* To do *
Below are the records; copy exactly the lines from the first through the one containing "index dip: (78, 89)", both included, and leave out the pictures.

* Body or hand keypoint data *
────────────────

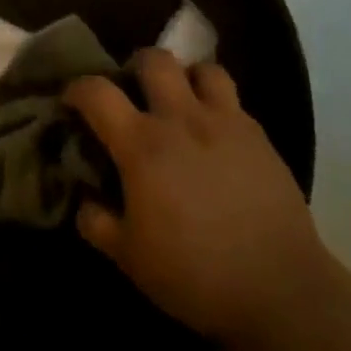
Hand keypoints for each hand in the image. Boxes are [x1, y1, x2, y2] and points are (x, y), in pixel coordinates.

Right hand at [67, 50, 326, 349]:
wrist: (279, 290)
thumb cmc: (194, 274)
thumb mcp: (130, 258)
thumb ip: (98, 222)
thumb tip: (84, 201)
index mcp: (142, 145)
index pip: (98, 92)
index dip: (78, 89)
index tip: (72, 100)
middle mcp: (182, 119)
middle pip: (155, 60)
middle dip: (136, 66)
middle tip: (132, 92)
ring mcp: (226, 122)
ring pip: (202, 69)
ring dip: (185, 77)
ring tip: (180, 102)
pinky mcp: (259, 136)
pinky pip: (233, 100)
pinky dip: (217, 105)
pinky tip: (214, 135)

────────────────

* Response to the exercise *
Hand keypoints for each hand in the image. Boxes are [x1, y1, x2, y2] and points are (x, y), in pixel coordinates.

Right hand at [67, 50, 326, 349]:
wrist: (279, 290)
thumb cmc: (194, 274)
thumb mcp: (130, 258)
thumb ip: (98, 222)
thumb tip: (84, 201)
index mcp: (142, 145)
index pip: (98, 92)
index dip: (78, 89)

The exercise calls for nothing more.